**Instructions to follow:** From the first line to the last, repeat the data exactly but leave out the pictures.

**Records provided:**
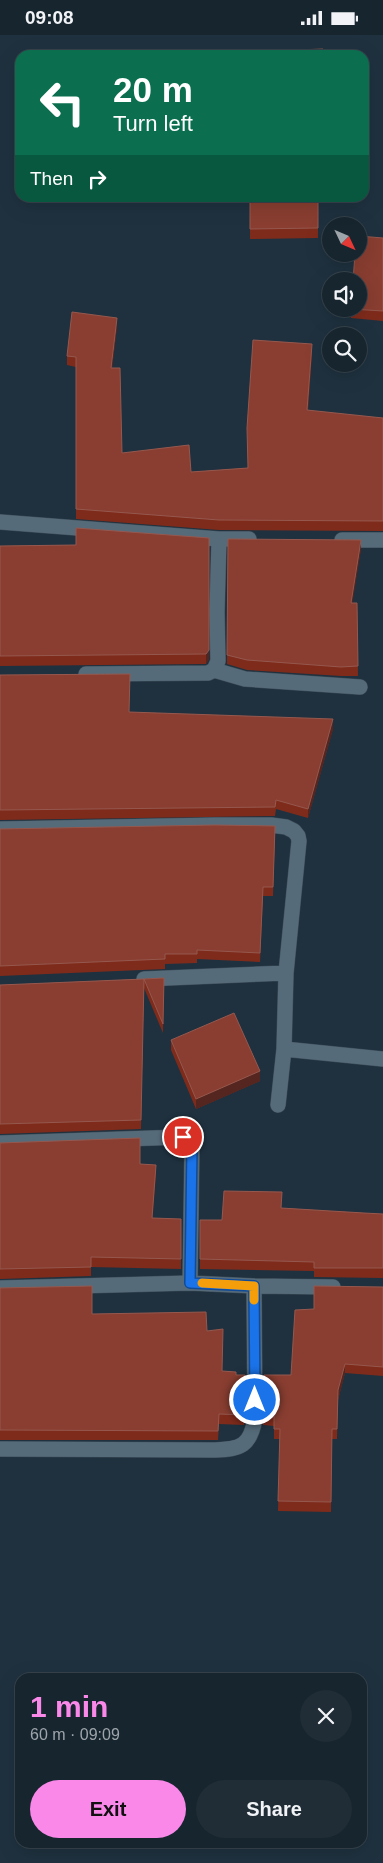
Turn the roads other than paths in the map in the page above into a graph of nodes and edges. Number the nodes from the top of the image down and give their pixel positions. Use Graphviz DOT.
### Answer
graph roads {
  1 [pos="0,523"];
  2 [pos="219,539"];
  3 [pos="267,539"];
  4 [pos="325,540"];
  5 [pos="383,540"];
  6 [pos="214,670"];
  7 [pos="67,675"];
  8 [pos="360,687"];
  9 [pos="0,829"];
  10 [pos="286,973"];
  11 [pos="128,980"];
  12 [pos="284,1049"];
  13 [pos="383,1059"];
  14 [pos="278,1105"];
  15 [pos="0,1143"];
  16 [pos="190,1283"];
  17 [pos="254,1286"];
  18 [pos="343,1287"];
  19 [pos="0,1288"];
  20 [pos="0,1449"];
  1 -- 2 [label="street"];
  2 -- 3 [label="street"];
  2 -- 6 [label="street"];
  4 -- 5 [label="street"];
  6 -- 7 [label="street"];
  6 -- 8 [label="street"];
  9 -- 10 [label="street"];
  10 -- 11 [label="street"];
  10 -- 12 [label="street"];
  12 -- 13 [label="street"];
  12 -- 14 [label="street"];
  15 -- 16 [label="street"];
  16 -- 17 [label="street"];
  16 -- 19 [label="street"];
  17 -- 18 [label="street"];
  17 -- 20 [label="street"];
}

**Task answer:**
Turn the roads other than paths in the map in the page above into a graph of nodes and edges. Number the nodes from the top of the image down and give their pixel positions. Use Graphviz DOT.
### Answer
graph roads {
  1 [pos="0,523"];
  2 [pos="219,539"];
  3 [pos="267,539"];
  4 [pos="325,540"];
  5 [pos="383,540"];
  6 [pos="214,670"];
  7 [pos="67,675"];
  8 [pos="360,687"];
  9 [pos="0,829"];
  10 [pos="286,973"];
  11 [pos="128,980"];
  12 [pos="284,1049"];
  13 [pos="383,1059"];
  14 [pos="278,1105"];
  15 [pos="0,1143"];
  16 [pos="190,1283"];
  17 [pos="254,1286"];
  18 [pos="343,1287"];
  19 [pos="0,1288"];
  20 [pos="0,1449"];
  1 -- 2 [label="street"];
  2 -- 3 [label="street"];
  2 -- 6 [label="street"];
  4 -- 5 [label="street"];
  6 -- 7 [label="street"];
  6 -- 8 [label="street"];
  9 -- 10 [label="street"];
  10 -- 11 [label="street"];
  10 -- 12 [label="street"];
  12 -- 13 [label="street"];
  12 -- 14 [label="street"];
  15 -- 16 [label="street"];
  16 -- 17 [label="street"];
  16 -- 19 [label="street"];
  17 -- 18 [label="street"];
  17 -- 20 [label="street"];
}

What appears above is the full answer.